Jakarta (ANTARA News) - Jarak antara Stasiun Kereta Api Tanjung Priok dan Stasiun Senen ditempuh dalam waktu 20 menit. Bukan dengan kereta biasa, tapi dengan lima larik gerbong yang salah satunya membawa orang nomor satu di negeri ini, Presiden Susilo Bambang Yudhoyono.
Perjalanan Selasa siang 28 April 2009 itu menandai penggunaan kembali Stasiun Tanjung Priok yang telantar sampai sembilan tahun.
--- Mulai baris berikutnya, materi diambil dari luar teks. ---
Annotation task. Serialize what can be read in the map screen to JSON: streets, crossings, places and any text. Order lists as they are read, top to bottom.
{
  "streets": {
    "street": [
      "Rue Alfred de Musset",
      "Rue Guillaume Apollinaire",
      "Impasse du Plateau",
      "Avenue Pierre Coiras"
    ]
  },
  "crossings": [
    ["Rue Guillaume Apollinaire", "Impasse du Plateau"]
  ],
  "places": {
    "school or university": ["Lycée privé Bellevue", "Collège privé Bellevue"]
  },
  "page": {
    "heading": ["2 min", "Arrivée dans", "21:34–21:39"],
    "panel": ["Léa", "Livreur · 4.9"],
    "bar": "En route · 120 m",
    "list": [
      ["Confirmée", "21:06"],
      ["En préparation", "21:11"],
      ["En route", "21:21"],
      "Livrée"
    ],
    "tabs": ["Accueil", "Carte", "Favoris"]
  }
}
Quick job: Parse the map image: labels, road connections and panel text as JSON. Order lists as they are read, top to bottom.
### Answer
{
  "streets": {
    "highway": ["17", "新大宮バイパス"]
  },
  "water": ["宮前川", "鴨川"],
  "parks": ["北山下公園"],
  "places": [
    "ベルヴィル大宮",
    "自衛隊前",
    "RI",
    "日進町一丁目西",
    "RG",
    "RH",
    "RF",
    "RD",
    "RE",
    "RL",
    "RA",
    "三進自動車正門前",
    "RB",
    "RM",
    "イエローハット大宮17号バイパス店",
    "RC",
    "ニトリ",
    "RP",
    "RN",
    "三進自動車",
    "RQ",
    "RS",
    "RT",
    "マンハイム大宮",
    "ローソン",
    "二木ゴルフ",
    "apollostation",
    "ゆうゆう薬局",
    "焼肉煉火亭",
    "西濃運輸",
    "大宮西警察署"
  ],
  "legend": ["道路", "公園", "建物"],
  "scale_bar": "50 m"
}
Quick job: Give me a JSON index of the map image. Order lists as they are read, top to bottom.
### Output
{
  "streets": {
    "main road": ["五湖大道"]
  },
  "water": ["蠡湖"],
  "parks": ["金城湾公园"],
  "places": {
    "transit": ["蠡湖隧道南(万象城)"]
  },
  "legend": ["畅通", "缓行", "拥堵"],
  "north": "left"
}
Stasiun peninggalan masa kolonial Belanda yang dibangun pada 1914 itu kini difungsikan kembali untuk melayani tiga rute kereta api kelas ekonomi; jurusan Bekasi, Cikampek, dan Surabaya.
Perjalanan 20 menit Presiden Yudhoyono ke Stasiun Senen tentu tidak menggunakan kereta kelas ekonomi karena tiga gerbong di depan adalah rangkaian kelas eksekutif berpendingin udara dengan kursi yang bisa diatur untuk rebahan badan dan sandaran kaki. Ini termasuk keistimewaan fasilitas yang melekat dan senantiasa mengikuti Presiden ke mana pun ia pergi, mulai dari protokol, petugas keamanan, hingga media massa yang biasa meliput kegiatan Presiden.
Dua dua gerbong paling belakang dinamai Djoko Kendil, kereta penumpang yang dibuat pada 1938 dan telah direnovasi oleh para ahli PT Kereta Api Indonesia di Balai Yasa, Gubeng, Surabaya.
Presiden Yudhoyono berada di salah satu gerbong Djoko Kendil. Awalnya hanya duduk di kursi yang telah disiapkan untuknya dengan hanya melambaikan tangan dari balik jendela berkaca flim gelap kepada barisan warga di pinggir rel yang menjadi saksi perjalanan istimewa ini.
Kemudian, setelah lima menit kereta berjalan dengan kecepatan yang sengaja dijaga pelan, Presiden bangkit dari kursinya. Selama sisa perjalanan ia dan Ani Yudhoyono memilih berdiri di tepi pintu gerbong nan terbuka, menyaksikan pemandangan yang tak terhalang kaca jendela. Sesekali keduanya mencondongkan tubuh di depan pintu untuk menyapa warga dengan lambaian tangan mereka.
Sepanjang perjalanan, seorang anggota Pasukan Pengamanan Presiden (Paspampres) berdiri di bordes menjaga Presiden agar jangan sampai terjatuh.
Sungguh sebuah perjalanan yang tidak biasa, namun dengan pemandangan ibukota yang sangat biasa. Deru kereta api sepanjang rel seakan melewati untuk kemudian merekam suara nafas kembang kempis mereka yang tinggal bersesakkan di kiri-kanan lintasan kereta.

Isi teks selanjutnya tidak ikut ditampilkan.